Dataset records
+ + +

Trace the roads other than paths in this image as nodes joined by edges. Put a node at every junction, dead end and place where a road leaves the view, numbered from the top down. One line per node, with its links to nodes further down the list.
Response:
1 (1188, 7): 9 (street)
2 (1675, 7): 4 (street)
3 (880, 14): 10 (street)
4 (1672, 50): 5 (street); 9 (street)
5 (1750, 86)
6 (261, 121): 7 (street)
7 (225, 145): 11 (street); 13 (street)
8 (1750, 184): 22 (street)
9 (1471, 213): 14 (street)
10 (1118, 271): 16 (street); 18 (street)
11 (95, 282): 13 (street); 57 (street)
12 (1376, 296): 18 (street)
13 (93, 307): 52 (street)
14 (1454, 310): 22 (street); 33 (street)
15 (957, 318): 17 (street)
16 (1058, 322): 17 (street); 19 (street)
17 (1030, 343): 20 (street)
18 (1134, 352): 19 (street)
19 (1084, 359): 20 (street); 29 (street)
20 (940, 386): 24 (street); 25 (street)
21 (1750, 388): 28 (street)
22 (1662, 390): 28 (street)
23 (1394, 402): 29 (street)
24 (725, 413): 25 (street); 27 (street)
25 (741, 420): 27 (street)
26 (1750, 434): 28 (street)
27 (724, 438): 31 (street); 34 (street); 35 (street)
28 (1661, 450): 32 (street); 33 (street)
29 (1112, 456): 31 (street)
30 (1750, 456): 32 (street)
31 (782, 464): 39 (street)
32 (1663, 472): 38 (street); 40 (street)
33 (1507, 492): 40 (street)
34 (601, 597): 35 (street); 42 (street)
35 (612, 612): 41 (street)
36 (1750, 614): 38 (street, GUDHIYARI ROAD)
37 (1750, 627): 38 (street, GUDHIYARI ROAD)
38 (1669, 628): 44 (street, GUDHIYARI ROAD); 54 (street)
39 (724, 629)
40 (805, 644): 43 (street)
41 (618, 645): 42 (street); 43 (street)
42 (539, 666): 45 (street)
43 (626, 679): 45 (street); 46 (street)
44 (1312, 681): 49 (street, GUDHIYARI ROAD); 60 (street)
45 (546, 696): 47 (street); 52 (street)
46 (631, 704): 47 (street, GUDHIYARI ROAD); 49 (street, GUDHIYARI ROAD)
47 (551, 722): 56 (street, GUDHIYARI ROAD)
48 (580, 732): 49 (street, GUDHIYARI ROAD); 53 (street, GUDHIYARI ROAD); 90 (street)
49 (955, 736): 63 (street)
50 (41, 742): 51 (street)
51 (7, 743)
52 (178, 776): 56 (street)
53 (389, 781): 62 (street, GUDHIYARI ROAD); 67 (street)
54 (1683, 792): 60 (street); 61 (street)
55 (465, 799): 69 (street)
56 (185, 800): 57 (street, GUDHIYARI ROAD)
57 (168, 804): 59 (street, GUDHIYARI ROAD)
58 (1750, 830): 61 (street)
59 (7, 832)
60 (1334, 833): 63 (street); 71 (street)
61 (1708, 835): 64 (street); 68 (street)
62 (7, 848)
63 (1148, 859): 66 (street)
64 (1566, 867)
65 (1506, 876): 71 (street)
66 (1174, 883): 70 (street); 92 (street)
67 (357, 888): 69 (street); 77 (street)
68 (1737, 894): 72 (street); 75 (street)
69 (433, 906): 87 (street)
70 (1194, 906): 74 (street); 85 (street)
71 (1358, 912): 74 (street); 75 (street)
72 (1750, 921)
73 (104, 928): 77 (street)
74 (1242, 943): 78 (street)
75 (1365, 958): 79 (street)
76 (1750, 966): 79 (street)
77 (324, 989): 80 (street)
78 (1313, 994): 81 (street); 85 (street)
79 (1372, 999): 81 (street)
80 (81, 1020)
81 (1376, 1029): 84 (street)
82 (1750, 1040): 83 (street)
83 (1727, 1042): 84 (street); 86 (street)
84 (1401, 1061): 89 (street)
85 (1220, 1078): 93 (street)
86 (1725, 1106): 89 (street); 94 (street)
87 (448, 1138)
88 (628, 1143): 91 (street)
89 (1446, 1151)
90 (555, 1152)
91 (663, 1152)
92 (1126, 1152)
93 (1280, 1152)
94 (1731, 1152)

+ + +

• **What you are asked to do**
Please output every record, keeping each line exact.

• **Problem solution**
Trace the roads other than paths in this image as nodes joined by edges. Put a node at every junction, dead end and place where a road leaves the view, numbered from the top down. One line per node, with its links to nodes further down the list.
Response:
1 (1188, 7): 9 (street)
2 (1675, 7): 4 (street)
3 (880, 14): 10 (street)
4 (1672, 50): 5 (street); 9 (street)
5 (1750, 86)
6 (261, 121): 7 (street)
7 (225, 145): 11 (street); 13 (street)
8 (1750, 184): 22 (street)
9 (1471, 213): 14 (street)
10 (1118, 271): 16 (street); 18 (street)
11 (95, 282): 13 (street); 57 (street)
12 (1376, 296): 18 (street)
13 (93, 307): 52 (street)
14 (1454, 310): 22 (street); 33 (street)
15 (957, 318): 17 (street)
16 (1058, 322): 17 (street); 19 (street)
17 (1030, 343): 20 (street)
18 (1134, 352): 19 (street)
19 (1084, 359): 20 (street); 29 (street)
20 (940, 386): 24 (street); 25 (street)
21 (1750, 388): 28 (street)
22 (1662, 390): 28 (street)
23 (1394, 402): 29 (street)
24 (725, 413): 25 (street); 27 (street)
25 (741, 420): 27 (street)
26 (1750, 434): 28 (street)
27 (724, 438): 31 (street); 34 (street); 35 (street)
28 (1661, 450): 32 (street); 33 (street)
29 (1112, 456): 31 (street)
30 (1750, 456): 32 (street)
31 (782, 464): 39 (street)
32 (1663, 472): 38 (street); 40 (street)
33 (1507, 492): 40 (street)
34 (601, 597): 35 (street); 42 (street)
35 (612, 612): 41 (street)
36 (1750, 614): 38 (street, GUDHIYARI ROAD)
37 (1750, 627): 38 (street, GUDHIYARI ROAD)
38 (1669, 628): 44 (street, GUDHIYARI ROAD); 54 (street)
39 (724, 629)
40 (805, 644): 43 (street)
41 (618, 645): 42 (street); 43 (street)
42 (539, 666): 45 (street)
43 (626, 679): 45 (street); 46 (street)
44 (1312, 681): 49 (street, GUDHIYARI ROAD); 60 (street)
45 (546, 696): 47 (street); 52 (street)
46 (631, 704): 47 (street, GUDHIYARI ROAD); 49 (street, GUDHIYARI ROAD)
47 (551, 722): 56 (street, GUDHIYARI ROAD)
48 (580, 732): 49 (street, GUDHIYARI ROAD); 53 (street, GUDHIYARI ROAD); 90 (street)
49 (955, 736): 63 (street)
50 (41, 742): 51 (street)
51 (7, 743)
52 (178, 776): 56 (street)
53 (389, 781): 62 (street, GUDHIYARI ROAD); 67 (street)
54 (1683, 792): 60 (street); 61 (street)
55 (465, 799): 69 (street)
56 (185, 800): 57 (street, GUDHIYARI ROAD)
57 (168, 804): 59 (street, GUDHIYARI ROAD)
58 (1750, 830): 61 (street)
59 (7, 832)
60 (1334, 833): 63 (street); 71 (street)
61 (1708, 835): 64 (street); 68 (street)
62 (7, 848)
63 (1148, 859): 66 (street)
64 (1566, 867)
65 (1506, 876): 71 (street)
66 (1174, 883): 70 (street); 92 (street)
67 (357, 888): 69 (street); 77 (street)
68 (1737, 894): 72 (street); 75 (street)
69 (433, 906): 87 (street)
70 (1194, 906): 74 (street); 85 (street)
71 (1358, 912): 74 (street); 75 (street)
72 (1750, 921)
73 (104, 928): 77 (street)
74 (1242, 943): 78 (street)
75 (1365, 958): 79 (street)
76 (1750, 966): 79 (street)
77 (324, 989): 80 (street)
78 (1313, 994): 81 (street); 85 (street)
79 (1372, 999): 81 (street)
80 (81, 1020)
81 (1376, 1029): 84 (street)
82 (1750, 1040): 83 (street)
83 (1727, 1042): 84 (street); 86 (street)
84 (1401, 1061): 89 (street)
85 (1220, 1078): 93 (street)
86 (1725, 1106): 89 (street); 94 (street)
87 (448, 1138)
88 (628, 1143): 91 (street)
89 (1446, 1151)
90 (555, 1152)
91 (663, 1152)
92 (1126, 1152)
93 (1280, 1152)
94 (1731, 1152)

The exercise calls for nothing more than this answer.